Introduction: Code selection is crucial to the accuracy and reproducibility of studies using administrative data, however a comprehensive assessment of coding trends for major cardiac diagnoses and procedures is lacking. Hypothesis: Given the absence of consensus guidelines for administrative code utilization, heterogeneity in code selection for major cardiovascular diagnoses and procedures will be uncovered. Methods: We queried PubMed, CINAHL, Scopus, Medline, and the HCUP Publication Search from inception through March 1st, 2018 for all publications using the National Inpatient Sample (NIS), featuring a primary focus on the heart. ICD-9-CM codes reported for acute myocardial infarction (AMI), heart failure (HF), atrial fibrillation (AF), percutaneous coronary intervention (PCI), and coronary artery bypass grafting (CABG) were collected and analyzed for accuracy and consistency. All studies were also evaluated for adherence to required methodological practices as per previously reported methods.

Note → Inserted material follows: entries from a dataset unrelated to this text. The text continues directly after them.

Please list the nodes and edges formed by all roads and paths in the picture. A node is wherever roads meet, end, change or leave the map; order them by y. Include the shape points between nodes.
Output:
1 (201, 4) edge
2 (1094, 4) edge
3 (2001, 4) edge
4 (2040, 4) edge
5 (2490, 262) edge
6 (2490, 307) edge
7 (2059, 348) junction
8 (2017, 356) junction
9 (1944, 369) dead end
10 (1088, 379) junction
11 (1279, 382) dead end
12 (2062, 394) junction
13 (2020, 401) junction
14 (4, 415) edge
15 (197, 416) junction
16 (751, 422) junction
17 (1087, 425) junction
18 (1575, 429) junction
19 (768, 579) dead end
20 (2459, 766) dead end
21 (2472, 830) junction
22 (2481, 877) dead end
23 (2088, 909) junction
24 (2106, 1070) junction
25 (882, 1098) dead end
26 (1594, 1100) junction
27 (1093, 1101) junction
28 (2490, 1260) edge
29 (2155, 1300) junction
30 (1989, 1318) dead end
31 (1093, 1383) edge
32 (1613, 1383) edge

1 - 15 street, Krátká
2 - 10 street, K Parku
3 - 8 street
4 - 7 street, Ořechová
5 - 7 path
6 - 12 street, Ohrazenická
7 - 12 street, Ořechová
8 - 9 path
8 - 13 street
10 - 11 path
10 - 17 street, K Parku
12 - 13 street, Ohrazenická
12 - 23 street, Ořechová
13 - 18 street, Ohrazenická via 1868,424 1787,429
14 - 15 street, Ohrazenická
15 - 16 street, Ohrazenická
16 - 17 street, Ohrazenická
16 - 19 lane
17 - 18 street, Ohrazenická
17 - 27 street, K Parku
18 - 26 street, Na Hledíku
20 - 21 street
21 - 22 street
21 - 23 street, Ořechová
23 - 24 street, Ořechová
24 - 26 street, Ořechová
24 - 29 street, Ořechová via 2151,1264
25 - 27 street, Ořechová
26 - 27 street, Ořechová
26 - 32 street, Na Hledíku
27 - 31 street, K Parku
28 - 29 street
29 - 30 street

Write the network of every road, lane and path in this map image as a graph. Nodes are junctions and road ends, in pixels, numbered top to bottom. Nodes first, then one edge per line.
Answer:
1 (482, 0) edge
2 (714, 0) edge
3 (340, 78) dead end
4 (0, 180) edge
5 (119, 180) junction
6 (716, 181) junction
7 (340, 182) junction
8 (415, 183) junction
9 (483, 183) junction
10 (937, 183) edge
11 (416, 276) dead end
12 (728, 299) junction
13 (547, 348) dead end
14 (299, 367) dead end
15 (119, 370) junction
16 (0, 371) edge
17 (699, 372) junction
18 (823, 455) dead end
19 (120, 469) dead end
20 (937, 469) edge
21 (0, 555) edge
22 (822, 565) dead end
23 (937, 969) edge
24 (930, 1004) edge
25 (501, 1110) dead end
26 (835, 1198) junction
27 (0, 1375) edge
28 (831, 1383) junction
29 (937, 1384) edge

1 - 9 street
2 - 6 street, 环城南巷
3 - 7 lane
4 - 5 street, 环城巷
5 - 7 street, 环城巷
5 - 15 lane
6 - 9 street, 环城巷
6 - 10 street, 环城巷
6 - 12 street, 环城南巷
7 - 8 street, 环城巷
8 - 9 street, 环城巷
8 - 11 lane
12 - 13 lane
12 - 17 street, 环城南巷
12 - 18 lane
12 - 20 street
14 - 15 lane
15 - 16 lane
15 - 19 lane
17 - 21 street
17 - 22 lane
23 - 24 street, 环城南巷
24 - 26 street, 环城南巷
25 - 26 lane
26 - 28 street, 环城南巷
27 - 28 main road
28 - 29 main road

Results: Of 2637 articles identified, 445 were included in the observational analysis. 399 articles (84%) did not adhere to one or more research practices required by the AHRQ, however overall adherence was superior for publications in higher impact journals ( P = 0.0019). Heterogeneity in code utilization was observed for each diagnosis and procedure assessed, with up to 37 unique case definitions reported for HF and PCI. Nonspecific codes were included in 39 (8.8%) studies, and coding heterogeneity increased throughout the study period ( P trend < 0.001 for all cardiac diagnoses and procedures). Coding schema endorsed by national-level clinical guidance documents were infrequently represented, reported in only 8.9% and 1.3% of AMI and HF articles, respectively. Upon reintroduction into the NIS for the period of 2008 to 2012, selected unique case definitions for AMI were found to yield significantly different estimates of AMI incidence. Conclusions: Substantial heterogeneity in code selection exists for major cardiac diagnoses and procedures, with important implications for the accuracy and generalizability of analyses using the NIS. Further efforts are required to establish consensus protocols to ensure consistency in code utilization.